Work instructions: Pick every line with "dead" from the material below.

(Information given Opens)

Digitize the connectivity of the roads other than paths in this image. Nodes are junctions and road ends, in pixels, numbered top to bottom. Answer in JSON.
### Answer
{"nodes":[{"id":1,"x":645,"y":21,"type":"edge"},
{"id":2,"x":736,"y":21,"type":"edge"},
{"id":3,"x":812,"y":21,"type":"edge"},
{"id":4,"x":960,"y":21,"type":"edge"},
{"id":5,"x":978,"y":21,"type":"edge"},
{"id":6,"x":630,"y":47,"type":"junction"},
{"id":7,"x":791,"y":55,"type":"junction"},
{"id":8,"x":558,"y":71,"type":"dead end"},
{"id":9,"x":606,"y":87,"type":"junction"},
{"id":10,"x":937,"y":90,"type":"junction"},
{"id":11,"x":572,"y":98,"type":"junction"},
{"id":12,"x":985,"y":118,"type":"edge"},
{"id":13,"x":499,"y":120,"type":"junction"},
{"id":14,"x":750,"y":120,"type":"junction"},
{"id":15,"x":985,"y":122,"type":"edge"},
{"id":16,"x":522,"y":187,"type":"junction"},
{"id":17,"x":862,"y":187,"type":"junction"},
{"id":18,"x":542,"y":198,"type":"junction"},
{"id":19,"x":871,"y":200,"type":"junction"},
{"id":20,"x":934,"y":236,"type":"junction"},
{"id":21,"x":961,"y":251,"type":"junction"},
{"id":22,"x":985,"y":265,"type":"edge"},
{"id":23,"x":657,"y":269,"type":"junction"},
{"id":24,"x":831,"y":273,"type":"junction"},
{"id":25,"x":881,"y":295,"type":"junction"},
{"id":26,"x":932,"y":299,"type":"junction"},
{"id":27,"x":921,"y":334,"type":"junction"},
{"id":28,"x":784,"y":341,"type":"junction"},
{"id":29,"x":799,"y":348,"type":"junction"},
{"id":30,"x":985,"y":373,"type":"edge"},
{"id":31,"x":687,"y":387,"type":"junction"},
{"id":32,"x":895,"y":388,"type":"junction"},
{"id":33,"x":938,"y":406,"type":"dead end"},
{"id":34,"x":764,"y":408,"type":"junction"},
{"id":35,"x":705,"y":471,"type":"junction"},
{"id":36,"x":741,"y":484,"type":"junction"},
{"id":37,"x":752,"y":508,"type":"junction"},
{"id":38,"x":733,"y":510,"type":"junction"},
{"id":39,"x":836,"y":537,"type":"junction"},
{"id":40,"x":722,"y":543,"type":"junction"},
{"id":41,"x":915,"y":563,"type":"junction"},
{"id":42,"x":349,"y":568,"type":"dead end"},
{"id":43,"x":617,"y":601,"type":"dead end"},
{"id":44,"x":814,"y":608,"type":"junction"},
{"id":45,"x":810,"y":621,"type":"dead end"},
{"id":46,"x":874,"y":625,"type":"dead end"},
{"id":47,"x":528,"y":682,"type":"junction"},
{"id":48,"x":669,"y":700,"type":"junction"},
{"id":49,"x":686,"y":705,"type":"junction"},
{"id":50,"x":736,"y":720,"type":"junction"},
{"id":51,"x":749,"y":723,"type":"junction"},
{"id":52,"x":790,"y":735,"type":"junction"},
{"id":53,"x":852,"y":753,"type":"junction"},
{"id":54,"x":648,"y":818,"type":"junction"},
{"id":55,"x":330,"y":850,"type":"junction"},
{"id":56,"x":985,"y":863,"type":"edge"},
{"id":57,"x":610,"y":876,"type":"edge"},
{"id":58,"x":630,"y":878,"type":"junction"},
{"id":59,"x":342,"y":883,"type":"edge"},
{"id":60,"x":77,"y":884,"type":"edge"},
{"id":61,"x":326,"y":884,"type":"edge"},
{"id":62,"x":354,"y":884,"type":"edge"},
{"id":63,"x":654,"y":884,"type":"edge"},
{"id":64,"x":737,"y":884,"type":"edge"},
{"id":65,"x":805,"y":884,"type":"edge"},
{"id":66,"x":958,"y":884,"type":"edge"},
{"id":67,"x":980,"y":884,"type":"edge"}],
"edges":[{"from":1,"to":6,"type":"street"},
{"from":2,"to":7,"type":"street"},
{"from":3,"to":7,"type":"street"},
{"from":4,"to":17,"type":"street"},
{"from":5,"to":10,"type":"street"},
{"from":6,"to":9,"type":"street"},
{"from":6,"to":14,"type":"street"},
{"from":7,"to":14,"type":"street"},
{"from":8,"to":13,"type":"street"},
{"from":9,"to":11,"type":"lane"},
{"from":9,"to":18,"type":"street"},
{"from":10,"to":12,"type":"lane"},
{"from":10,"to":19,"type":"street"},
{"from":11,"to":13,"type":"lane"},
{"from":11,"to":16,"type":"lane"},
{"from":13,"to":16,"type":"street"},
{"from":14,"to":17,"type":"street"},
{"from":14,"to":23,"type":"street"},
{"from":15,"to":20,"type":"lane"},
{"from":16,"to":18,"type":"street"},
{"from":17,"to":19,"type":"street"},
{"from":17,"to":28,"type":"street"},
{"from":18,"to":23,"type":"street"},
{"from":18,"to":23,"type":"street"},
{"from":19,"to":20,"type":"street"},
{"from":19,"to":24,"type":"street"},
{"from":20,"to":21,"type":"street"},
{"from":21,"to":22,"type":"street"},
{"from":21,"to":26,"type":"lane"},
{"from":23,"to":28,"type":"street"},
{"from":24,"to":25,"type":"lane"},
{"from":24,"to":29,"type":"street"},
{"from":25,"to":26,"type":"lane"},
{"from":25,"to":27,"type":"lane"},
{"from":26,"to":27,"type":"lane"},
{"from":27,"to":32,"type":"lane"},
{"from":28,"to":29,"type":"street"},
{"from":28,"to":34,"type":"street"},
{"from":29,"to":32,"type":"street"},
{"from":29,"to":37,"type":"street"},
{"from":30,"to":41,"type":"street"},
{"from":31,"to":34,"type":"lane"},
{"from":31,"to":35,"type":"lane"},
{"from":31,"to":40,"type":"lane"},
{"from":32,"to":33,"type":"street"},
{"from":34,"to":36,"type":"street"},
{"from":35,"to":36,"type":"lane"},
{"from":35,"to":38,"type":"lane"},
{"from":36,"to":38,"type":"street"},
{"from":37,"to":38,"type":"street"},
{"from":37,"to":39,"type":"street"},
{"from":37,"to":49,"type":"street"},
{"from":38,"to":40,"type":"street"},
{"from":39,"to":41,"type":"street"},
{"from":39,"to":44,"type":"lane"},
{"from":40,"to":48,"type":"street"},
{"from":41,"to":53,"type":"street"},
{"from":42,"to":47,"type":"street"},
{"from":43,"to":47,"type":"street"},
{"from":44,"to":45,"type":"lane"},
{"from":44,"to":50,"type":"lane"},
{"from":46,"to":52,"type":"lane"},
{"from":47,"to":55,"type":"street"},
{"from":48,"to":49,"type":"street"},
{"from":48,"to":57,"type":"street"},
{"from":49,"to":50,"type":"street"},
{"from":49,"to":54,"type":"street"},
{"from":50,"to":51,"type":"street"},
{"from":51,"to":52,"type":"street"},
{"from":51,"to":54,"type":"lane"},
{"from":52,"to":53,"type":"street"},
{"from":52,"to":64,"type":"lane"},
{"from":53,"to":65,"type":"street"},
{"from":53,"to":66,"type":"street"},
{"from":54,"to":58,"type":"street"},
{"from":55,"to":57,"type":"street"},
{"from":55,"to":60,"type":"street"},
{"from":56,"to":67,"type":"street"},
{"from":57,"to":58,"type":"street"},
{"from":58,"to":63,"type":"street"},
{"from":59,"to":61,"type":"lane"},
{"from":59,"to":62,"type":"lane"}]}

(Information given Closes)

The completed task:
{"id":8,"x":558,"y":71,"type":"dead end"},
{"id":33,"x":938,"y":406,"type":"dead end"},
{"id":42,"x":349,"y":568,"type":"dead end"},
{"id":43,"x":617,"y":601,"type":"dead end"},
{"id":45,"x":810,"y":621,"type":"dead end"},
{"id":46,"x":874,"y":625,"type":"dead end"},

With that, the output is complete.